Top of DATA SHOWN
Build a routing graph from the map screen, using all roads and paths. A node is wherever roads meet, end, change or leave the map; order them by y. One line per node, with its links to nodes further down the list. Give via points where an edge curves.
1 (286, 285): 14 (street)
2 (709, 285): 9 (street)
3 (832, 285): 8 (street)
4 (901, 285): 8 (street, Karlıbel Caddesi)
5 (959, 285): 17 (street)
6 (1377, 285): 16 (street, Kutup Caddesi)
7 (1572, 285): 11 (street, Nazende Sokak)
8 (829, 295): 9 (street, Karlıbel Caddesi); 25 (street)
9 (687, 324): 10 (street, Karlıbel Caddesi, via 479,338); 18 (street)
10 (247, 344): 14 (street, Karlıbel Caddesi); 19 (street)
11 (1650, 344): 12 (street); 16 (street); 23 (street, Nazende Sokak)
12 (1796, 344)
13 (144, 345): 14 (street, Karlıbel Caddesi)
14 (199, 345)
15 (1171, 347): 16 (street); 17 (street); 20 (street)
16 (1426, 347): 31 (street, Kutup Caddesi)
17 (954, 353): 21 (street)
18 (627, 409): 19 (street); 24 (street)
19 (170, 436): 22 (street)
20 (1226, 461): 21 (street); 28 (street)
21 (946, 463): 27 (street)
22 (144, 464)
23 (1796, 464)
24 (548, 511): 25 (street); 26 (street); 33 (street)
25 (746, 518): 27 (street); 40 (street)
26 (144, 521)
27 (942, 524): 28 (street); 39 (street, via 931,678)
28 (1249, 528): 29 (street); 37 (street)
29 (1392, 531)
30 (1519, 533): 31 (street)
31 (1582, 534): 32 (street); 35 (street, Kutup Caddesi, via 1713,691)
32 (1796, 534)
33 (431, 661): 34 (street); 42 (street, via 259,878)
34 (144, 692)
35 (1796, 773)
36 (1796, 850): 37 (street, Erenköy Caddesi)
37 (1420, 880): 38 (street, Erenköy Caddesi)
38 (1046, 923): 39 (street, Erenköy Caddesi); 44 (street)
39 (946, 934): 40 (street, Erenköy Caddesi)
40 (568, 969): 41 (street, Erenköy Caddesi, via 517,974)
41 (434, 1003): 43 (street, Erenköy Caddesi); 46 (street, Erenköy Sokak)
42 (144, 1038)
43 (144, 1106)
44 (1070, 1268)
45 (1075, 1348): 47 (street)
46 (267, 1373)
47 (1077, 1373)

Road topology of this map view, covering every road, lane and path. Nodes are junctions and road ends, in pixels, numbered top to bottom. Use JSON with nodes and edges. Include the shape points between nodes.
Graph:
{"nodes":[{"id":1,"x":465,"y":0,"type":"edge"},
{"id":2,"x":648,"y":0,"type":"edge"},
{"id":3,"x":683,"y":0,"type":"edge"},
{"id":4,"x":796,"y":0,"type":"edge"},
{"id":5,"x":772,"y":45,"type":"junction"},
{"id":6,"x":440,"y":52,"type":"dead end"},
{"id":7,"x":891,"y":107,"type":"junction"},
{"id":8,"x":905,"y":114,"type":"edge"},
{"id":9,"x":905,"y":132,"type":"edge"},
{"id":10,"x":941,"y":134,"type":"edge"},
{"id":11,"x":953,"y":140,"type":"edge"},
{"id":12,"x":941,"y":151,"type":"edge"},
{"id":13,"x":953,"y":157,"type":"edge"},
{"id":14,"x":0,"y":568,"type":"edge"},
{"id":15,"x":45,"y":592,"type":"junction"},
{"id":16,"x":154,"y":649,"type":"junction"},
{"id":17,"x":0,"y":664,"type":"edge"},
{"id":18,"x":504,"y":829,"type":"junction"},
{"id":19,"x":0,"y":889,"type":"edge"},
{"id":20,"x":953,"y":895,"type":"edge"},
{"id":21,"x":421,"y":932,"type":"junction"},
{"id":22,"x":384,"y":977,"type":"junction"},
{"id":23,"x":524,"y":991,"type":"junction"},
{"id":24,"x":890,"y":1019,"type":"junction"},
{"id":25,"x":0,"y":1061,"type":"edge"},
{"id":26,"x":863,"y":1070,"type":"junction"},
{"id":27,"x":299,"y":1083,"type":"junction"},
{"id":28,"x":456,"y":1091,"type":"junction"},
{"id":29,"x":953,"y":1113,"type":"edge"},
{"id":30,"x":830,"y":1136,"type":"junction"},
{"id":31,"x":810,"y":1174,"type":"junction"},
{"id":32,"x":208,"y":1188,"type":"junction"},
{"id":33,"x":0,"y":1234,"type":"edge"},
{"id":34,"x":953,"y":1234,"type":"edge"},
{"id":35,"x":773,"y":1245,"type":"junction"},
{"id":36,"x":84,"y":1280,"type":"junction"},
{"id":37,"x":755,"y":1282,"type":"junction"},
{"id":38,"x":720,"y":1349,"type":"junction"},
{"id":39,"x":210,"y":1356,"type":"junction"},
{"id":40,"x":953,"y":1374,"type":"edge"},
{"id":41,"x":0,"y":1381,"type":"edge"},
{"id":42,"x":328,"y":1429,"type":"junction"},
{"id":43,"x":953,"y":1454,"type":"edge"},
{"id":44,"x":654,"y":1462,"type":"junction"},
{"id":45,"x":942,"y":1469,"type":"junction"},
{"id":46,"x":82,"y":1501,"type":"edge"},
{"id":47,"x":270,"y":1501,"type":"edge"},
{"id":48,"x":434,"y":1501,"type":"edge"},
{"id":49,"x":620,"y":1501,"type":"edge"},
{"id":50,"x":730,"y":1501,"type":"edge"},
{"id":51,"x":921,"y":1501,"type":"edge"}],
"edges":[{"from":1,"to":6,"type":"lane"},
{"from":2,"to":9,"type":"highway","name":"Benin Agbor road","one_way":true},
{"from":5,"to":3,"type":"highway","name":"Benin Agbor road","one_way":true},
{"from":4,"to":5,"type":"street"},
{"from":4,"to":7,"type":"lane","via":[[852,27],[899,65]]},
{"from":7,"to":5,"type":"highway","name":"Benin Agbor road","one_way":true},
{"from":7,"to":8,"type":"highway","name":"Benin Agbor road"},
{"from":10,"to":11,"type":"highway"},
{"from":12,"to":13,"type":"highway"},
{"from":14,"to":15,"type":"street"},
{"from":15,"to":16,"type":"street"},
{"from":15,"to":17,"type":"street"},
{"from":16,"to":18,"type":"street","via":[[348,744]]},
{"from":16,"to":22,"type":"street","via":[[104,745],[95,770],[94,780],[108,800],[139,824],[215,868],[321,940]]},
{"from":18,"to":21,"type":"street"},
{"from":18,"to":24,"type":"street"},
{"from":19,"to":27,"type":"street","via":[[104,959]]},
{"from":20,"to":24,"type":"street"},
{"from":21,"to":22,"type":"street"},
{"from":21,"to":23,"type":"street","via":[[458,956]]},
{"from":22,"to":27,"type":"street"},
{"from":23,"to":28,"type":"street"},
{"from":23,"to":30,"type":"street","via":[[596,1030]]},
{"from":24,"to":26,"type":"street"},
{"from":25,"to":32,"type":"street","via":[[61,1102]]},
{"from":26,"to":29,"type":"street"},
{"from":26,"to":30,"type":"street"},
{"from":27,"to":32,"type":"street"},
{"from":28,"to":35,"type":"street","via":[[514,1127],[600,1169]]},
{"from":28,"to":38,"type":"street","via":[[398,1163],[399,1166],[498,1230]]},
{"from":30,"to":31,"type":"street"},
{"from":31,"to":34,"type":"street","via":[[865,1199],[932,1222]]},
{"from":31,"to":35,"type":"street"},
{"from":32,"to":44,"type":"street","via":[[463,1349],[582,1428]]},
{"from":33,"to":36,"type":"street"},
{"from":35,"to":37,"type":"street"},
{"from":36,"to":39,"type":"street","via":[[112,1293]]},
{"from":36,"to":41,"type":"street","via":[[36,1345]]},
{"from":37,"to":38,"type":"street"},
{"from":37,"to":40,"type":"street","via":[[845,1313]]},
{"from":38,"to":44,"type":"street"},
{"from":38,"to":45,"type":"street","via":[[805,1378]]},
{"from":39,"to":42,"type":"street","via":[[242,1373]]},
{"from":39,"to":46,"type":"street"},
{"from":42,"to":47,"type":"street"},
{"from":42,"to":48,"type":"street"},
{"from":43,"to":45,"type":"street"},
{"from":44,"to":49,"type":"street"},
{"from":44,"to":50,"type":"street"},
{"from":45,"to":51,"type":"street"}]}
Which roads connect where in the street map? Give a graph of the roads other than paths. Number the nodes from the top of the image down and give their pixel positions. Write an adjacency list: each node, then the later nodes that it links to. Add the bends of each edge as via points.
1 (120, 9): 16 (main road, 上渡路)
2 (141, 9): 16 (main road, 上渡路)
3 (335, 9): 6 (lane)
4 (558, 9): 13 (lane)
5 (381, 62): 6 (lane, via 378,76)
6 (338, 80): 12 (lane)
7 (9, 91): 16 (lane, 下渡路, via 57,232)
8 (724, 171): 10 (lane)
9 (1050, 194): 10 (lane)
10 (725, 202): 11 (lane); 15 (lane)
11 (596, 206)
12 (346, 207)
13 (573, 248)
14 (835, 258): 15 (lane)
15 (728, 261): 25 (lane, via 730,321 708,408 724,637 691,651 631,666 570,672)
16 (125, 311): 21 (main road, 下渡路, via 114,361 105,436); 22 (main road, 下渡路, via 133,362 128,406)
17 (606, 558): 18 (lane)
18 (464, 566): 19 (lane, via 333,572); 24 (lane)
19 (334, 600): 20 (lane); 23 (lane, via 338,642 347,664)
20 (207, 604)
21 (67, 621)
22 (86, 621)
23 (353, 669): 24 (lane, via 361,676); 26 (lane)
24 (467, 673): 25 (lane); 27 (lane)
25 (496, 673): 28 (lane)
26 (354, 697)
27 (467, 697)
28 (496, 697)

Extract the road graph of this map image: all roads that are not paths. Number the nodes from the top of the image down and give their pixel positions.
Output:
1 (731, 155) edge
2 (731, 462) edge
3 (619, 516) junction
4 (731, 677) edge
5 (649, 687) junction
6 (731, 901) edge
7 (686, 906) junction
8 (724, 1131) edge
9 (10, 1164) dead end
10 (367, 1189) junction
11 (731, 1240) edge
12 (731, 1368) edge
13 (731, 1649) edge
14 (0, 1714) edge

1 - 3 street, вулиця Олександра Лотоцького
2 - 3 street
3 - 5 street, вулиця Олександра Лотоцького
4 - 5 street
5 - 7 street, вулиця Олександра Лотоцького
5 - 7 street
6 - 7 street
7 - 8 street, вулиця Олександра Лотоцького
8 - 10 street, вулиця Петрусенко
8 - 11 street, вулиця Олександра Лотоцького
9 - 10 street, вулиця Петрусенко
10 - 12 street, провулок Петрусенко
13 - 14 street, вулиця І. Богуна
Bottom of DATA SHOWN
* _PROBLEM DETAILS_:
Print exactly, and only, the lines from the line containing "Extract the road" through the final line of the records, both included.

* _WRITTEN RESPONSE_:
Extract the road graph of this map image: all roads that are not paths. Number the nodes from the top of the image down and give their pixel positions.
Output:
1 (731, 155) edge
2 (731, 462) edge
3 (619, 516) junction
4 (731, 677) edge
5 (649, 687) junction
6 (731, 901) edge
7 (686, 906) junction
8 (724, 1131) edge
9 (10, 1164) dead end
10 (367, 1189) junction
11 (731, 1240) edge
12 (731, 1368) edge
13 (731, 1649) edge
14 (0, 1714) edge

1 - 3 street, вулиця Олександра Лотоцького
2 - 3 street
3 - 5 street, вулиця Олександра Лотоцького
4 - 5 street
5 - 7 street, вулиця Олександра Лотоцького
5 - 7 street
6 - 7 street
7 - 8 street, вулиця Олександра Лотоцького
8 - 10 street, вулиця Петрусенко
8 - 11 street, вулиця Олександра Лотоцького
9 - 10 street, вулиця Петрусенко
10 - 12 street, провулок Петрусенко
13 - 14 street, вулиця І. Богуна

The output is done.